What do you mean our case. It was my case, you're still a rookie and were along to learn a few things and that's why I felt the need to continuously explain simple things to you. Clearly you didn't know much back then or you wouldn't have asked why anyone would want to sabotage the shuttle. I should have just responded flippantly with why would someone who was a genius live in a hole and mail bombs to people. But no, I took the time to give you a comprehensive thoughtful answer.

Anyway, I realize that ever since Bad Blood, it seems to be a fact that you and I see things differently. And my perception is usually closer to reality than yours, except for the buck teeth, of course. For example, I did not fail to introduce you to Col. Belt, it was you who actually failed to introduce me.

And how can you say we are equal on the X-Files? You don't even have a desk. And regarding "that woman" there is nothing wrong with the name Gereroo-hoo.

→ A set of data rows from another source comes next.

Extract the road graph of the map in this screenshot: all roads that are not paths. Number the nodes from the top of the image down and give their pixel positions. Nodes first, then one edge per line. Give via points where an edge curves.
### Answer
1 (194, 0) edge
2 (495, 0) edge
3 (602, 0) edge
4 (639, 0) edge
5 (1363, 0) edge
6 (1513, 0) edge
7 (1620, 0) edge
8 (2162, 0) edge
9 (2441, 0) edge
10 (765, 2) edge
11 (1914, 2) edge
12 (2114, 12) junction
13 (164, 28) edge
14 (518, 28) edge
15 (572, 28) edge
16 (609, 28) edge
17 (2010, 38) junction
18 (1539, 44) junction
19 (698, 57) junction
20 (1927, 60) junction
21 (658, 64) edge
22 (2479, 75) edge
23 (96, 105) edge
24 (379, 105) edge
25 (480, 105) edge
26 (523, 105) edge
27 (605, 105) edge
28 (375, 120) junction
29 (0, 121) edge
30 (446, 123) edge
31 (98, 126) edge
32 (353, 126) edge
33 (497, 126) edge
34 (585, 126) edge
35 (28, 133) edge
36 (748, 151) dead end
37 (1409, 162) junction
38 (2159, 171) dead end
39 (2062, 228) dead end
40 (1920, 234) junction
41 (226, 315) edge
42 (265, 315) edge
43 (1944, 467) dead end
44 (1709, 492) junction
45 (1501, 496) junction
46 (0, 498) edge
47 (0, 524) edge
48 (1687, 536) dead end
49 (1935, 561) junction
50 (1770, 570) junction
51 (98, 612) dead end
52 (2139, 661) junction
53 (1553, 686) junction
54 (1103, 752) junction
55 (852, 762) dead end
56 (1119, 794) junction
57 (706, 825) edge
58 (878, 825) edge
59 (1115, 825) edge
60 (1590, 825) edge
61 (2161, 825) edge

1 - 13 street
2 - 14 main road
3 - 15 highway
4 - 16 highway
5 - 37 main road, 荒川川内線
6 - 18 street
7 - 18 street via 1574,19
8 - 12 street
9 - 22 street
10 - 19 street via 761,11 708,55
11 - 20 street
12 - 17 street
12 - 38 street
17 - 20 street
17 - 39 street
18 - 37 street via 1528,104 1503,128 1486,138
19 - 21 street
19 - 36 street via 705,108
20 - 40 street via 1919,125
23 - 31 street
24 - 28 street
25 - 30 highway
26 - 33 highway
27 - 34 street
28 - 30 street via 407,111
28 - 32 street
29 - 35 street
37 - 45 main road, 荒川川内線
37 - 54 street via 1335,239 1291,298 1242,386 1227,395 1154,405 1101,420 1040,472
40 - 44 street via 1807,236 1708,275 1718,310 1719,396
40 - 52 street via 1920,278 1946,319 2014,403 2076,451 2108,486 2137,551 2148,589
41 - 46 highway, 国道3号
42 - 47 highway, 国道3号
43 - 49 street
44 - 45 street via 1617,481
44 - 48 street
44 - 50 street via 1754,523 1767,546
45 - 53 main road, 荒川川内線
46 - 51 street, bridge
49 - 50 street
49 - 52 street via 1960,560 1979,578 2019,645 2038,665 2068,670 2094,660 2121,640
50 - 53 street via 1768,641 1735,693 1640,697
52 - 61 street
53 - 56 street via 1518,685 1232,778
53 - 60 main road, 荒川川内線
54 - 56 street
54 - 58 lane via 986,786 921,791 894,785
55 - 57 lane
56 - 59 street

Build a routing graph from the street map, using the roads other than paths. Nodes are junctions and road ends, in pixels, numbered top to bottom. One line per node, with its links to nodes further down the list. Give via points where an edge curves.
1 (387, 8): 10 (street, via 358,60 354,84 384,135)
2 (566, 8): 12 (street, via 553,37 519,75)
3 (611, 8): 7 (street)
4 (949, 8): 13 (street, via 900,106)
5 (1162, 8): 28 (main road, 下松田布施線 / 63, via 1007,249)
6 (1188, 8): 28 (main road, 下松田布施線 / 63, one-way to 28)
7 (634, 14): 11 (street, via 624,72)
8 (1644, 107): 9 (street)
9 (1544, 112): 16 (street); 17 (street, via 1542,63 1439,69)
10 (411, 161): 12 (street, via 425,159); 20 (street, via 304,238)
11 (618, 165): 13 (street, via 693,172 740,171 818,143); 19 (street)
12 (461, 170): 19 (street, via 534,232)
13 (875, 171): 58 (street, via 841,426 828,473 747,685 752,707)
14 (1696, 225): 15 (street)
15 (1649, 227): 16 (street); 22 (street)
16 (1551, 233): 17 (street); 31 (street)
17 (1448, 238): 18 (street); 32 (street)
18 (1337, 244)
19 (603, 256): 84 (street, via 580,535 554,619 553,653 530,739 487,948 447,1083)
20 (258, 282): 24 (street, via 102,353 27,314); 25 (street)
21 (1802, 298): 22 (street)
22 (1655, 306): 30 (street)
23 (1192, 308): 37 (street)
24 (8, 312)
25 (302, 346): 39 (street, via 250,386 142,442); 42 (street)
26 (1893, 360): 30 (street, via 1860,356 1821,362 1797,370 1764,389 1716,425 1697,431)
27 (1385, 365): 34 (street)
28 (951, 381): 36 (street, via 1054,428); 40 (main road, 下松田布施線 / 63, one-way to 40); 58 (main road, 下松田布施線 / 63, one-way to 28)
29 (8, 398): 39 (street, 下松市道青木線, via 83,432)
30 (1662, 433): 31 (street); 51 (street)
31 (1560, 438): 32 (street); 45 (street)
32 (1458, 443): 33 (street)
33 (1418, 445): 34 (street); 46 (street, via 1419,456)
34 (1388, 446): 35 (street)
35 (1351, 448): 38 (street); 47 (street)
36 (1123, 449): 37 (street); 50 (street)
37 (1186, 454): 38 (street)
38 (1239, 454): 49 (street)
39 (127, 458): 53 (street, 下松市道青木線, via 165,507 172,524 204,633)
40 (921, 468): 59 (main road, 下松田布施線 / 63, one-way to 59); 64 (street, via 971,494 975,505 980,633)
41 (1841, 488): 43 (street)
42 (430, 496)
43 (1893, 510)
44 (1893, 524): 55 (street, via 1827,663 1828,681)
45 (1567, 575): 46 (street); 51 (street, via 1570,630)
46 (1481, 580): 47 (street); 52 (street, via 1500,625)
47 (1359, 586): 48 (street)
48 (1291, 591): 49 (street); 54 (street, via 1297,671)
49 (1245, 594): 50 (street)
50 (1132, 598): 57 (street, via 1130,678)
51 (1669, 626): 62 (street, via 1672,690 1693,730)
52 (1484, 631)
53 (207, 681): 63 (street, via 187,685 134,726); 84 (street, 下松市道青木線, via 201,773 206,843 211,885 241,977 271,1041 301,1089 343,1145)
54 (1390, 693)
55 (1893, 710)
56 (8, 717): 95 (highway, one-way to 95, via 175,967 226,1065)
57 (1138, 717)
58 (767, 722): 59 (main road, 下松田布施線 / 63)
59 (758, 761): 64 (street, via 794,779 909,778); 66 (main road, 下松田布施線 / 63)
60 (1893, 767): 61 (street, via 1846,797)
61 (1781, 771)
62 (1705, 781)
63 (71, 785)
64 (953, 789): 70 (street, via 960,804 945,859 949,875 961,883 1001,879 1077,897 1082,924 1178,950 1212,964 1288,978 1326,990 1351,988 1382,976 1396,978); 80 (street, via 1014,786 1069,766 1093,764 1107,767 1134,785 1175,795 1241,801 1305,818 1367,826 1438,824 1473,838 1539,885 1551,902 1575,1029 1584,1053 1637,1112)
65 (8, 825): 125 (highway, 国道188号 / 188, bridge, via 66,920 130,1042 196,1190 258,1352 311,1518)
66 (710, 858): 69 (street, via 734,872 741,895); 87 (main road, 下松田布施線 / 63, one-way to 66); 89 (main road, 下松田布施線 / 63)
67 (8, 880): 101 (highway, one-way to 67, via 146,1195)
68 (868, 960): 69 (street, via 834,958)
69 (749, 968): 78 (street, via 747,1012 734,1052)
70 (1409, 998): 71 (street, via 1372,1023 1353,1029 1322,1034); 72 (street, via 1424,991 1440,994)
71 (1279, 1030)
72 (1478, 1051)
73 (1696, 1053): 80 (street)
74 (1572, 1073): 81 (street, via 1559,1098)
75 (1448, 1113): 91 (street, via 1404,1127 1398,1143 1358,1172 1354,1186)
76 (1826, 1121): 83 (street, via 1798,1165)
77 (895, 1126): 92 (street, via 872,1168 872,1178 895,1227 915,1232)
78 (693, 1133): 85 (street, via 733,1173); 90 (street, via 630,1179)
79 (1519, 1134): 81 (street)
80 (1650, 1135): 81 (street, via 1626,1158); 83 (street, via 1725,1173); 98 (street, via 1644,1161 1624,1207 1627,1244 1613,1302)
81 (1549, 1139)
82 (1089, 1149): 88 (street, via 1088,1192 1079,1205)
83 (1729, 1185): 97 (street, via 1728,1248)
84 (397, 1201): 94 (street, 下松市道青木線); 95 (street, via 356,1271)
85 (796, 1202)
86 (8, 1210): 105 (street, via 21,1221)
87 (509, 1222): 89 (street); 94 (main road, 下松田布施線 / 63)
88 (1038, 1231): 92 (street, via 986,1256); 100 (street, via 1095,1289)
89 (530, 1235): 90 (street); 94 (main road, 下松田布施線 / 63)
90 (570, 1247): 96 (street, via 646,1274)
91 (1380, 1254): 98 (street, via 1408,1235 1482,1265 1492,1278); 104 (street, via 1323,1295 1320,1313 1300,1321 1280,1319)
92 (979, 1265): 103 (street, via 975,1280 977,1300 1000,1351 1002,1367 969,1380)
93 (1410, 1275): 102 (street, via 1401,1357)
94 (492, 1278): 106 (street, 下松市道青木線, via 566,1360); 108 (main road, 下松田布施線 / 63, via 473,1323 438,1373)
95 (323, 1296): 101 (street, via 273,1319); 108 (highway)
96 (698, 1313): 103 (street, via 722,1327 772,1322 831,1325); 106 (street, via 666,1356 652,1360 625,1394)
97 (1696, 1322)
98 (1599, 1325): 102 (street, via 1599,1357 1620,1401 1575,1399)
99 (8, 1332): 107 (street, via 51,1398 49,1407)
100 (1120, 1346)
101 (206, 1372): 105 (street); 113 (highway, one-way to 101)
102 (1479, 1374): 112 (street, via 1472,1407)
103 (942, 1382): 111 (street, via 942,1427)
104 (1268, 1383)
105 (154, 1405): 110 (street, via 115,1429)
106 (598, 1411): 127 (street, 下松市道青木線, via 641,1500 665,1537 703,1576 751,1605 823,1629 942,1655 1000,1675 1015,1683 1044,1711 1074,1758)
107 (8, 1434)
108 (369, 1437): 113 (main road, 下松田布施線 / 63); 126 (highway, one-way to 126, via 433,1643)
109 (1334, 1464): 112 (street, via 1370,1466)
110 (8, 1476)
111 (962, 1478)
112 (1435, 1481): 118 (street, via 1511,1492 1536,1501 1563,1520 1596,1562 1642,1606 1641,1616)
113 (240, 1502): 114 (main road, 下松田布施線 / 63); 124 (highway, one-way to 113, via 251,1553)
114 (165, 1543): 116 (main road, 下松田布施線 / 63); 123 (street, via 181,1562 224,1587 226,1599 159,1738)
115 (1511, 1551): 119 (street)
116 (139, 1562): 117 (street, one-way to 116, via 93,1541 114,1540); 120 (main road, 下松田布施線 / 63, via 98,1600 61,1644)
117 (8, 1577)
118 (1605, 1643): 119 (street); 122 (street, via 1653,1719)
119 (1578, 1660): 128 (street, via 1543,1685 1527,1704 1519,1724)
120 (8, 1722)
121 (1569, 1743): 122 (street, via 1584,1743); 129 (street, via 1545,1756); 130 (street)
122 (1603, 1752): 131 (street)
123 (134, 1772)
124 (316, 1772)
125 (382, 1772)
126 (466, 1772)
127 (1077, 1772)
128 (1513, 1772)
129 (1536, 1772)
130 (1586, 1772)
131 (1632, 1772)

Yes you did indeed ask a stupid question or two. When there was a huge build up about cutting off all contact with the shuttle and then everything went dead, you asked "what just happened?" I then explained that they cut off all contact with the shuttle. However, I must admit I also had my less-than-brilliant moments. Like when I yelled the orders "I don't want anyone coming in or out of this building who doesn't have proper clearance." That probably wasn't exactly a brand new concept at NASA headquarters. I doubt if their security people responded 'damn, wish we had thought of that.' But you never know.

Now back to Ms. Gereroohoo. You gotta love it when I gave her a thumbs up in the control room. And how about that big hug toward the end.

But I do know what you meant about staying awake. Boy all that stock footage of space stuff was really boring.

And Scully, I confess that back then I kept forgetting that you were Doctor Scully. So I did kind of yank Ms. G out of the wreckage, and I ignored your suggestions that I was about to kill Belt when his BP was dropping and I do apologize that when you and I found Belt under his desk, I did mumble something like "get a doctor."

Well Scully, it all just goes to show that we have come a long way. And I don't think you should let your hair grow out. We both now have better hair days than we used to.

Mulder



QUOTES

MULDER ...to deny us evidence.
SCULLY Evidence of what?
MULDER Alien civilization.
SCULLY Oh. Of course.

SCULLY Didn't you want to get his autograph?

SCULLY Yeah, it ranks right up there with getting a pony and learning how to braid my own hair.

SCULLY It's an oxygen leak. Even I can figure out what happens when you run out of oxygen.